Наилучший финансовый результат демонстрируют нефтепереработка и металлургия, что коррелирует с экспортным потенциалом этих отраслей. При этом рентабельность нефтепереработки значительно ниже. Это может быть следствием как большей балансовой стоимости активов, так и более тяжелого налогового бремени. На третьем месте — химический комплекс, единственный в тройке лидеров, чьи инвестиции превышают доналоговую прибыль. Сельское хозяйство характеризуется самой большой разницей между инвестициями и прибылью, что не слишком коррелирует с рентабельностью таких вложений и может быть связано с применением льготного кредитования в агропромышленной отрасли. Отдельно можно отметить целлюлозно-бумажную промышленность, активы которой наиболее рентабельны из рассматриваемых отраслей. Напомним, что с точки зрения экспортного потенциала (рисунок 1) она также занимает сильные позиции среди мало инвестирующих отраслей. Машиностроительные отрасли, исключая транспорт, в 2017 году показали отрицательный финансовый результат. В целом можно заметить, что инвестиции напрямую не вытекают ни из высокой рентабельности, ни из больших доходов отраслей. При этом отраслевая прибыль неплохо коррелирует с экспортной ориентированностью, что можно увидеть из сравнения рисунков 1 и 3.

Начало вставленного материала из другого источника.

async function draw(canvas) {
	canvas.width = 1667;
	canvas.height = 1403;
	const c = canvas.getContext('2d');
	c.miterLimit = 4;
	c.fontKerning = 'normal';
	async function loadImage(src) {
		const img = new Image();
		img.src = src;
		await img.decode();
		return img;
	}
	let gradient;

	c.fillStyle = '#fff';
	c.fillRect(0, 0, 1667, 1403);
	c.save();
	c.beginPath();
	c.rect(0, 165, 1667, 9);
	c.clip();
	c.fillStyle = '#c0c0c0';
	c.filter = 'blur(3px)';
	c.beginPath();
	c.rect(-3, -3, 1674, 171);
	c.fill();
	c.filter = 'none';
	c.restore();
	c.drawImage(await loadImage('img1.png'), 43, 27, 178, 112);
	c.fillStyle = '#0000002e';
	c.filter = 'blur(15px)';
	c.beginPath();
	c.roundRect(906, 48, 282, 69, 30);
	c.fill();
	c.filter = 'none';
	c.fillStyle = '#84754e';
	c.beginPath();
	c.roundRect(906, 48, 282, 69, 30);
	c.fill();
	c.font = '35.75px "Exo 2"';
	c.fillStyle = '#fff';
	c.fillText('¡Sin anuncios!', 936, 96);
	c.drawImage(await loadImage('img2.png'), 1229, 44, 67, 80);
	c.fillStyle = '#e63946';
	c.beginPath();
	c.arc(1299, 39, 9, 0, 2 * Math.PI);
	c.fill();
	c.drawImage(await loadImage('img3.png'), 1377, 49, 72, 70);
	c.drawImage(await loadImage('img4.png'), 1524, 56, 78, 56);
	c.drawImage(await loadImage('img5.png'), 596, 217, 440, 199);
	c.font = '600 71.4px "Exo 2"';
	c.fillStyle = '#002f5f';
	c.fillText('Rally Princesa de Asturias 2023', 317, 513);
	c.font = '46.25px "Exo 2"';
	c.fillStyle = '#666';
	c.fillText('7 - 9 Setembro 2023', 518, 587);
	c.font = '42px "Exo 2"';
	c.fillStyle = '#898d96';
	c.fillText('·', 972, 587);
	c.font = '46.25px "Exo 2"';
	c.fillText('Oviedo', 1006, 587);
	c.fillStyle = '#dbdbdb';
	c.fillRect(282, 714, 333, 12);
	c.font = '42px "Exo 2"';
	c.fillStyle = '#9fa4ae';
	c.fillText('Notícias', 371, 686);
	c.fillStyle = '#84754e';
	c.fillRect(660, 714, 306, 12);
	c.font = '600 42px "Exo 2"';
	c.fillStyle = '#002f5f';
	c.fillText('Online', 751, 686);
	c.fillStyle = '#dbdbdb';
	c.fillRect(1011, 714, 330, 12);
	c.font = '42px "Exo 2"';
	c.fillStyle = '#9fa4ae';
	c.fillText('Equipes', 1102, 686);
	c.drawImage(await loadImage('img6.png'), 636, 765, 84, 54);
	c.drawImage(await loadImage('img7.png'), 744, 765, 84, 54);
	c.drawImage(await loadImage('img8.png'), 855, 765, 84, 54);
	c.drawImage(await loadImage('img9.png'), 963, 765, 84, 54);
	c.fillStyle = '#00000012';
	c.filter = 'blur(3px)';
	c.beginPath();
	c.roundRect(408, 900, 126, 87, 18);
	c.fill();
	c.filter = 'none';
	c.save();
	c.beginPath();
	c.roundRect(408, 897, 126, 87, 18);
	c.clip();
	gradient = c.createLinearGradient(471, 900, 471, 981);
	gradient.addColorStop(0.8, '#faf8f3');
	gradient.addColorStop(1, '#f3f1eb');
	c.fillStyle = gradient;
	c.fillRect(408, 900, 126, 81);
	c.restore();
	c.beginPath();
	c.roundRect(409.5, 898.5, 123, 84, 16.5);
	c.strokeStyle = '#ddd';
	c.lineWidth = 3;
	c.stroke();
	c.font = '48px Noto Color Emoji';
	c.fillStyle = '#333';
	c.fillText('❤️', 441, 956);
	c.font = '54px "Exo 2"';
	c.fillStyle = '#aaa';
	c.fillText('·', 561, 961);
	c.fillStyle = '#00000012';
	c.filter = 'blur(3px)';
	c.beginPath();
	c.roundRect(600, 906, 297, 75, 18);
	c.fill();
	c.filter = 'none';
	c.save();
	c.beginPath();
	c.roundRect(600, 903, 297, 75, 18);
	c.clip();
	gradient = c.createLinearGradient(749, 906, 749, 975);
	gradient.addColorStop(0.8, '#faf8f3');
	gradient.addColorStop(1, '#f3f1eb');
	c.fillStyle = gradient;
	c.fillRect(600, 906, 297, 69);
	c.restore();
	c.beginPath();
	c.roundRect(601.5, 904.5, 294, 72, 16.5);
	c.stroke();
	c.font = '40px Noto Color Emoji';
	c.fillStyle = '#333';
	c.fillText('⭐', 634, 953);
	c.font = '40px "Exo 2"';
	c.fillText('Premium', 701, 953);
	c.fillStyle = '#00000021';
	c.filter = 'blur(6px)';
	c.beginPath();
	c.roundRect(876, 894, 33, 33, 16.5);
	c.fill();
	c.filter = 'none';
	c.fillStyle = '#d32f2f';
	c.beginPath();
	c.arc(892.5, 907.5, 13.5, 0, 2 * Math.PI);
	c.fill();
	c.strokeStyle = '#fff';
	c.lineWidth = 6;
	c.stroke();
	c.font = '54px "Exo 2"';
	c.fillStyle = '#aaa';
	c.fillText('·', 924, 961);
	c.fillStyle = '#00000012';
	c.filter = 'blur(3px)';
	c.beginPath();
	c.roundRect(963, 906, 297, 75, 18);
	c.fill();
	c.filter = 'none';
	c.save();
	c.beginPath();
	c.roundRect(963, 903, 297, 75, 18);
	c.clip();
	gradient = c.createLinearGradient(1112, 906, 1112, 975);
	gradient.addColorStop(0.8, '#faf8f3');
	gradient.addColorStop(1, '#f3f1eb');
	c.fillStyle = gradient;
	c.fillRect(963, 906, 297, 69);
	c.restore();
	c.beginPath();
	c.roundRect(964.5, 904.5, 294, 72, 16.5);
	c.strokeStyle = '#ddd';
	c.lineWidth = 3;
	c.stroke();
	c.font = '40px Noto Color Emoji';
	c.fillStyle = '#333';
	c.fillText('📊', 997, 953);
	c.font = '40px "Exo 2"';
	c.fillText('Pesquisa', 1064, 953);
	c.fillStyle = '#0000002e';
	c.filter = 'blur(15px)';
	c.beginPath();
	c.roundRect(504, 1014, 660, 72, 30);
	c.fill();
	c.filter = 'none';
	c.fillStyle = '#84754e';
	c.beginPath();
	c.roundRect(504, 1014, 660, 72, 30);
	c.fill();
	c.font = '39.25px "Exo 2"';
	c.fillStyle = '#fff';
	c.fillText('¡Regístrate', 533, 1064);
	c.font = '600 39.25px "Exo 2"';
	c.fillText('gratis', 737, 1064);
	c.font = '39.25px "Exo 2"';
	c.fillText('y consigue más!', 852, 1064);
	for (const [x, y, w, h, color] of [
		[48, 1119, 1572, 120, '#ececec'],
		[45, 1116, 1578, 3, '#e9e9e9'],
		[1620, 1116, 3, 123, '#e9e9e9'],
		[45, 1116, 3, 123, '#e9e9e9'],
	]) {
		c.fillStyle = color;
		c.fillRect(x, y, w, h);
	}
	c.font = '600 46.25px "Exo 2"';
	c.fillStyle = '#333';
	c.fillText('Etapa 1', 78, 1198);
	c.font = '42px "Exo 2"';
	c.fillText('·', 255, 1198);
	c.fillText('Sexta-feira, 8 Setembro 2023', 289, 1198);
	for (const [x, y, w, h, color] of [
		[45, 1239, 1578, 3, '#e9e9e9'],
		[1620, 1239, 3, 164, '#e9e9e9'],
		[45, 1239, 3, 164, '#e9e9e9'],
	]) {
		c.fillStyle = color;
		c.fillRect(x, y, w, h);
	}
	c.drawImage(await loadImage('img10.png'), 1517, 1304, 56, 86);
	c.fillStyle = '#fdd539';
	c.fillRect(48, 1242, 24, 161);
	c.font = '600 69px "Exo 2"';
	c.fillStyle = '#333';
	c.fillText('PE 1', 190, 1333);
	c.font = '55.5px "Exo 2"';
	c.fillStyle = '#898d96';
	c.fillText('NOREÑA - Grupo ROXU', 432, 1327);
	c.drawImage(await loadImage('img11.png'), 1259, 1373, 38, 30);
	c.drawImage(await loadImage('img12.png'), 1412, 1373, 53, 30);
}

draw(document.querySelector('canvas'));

Как обсуждалось выше, в целях наращивания ВВП имеет смыл концентрировать государственную поддержку на отраслях экспортно ориентированных и много инвестирующих. Исходя из такой логики, нефтепереработка, химпром, металлургия, сельское хозяйство и пищевая промышленность — наиболее привлекательные отрасли для поддержки. В условиях ограниченности ресурсов их концентрация на отраслях-лидерах выглядит целесообразной и потенциально более выгодной политикой нежели «размазывание» субсидий равномерно по всем отраслям. Рассмотрим, какая же картина отраслевой господдержки сложилась в российской промышленности к 2017 году.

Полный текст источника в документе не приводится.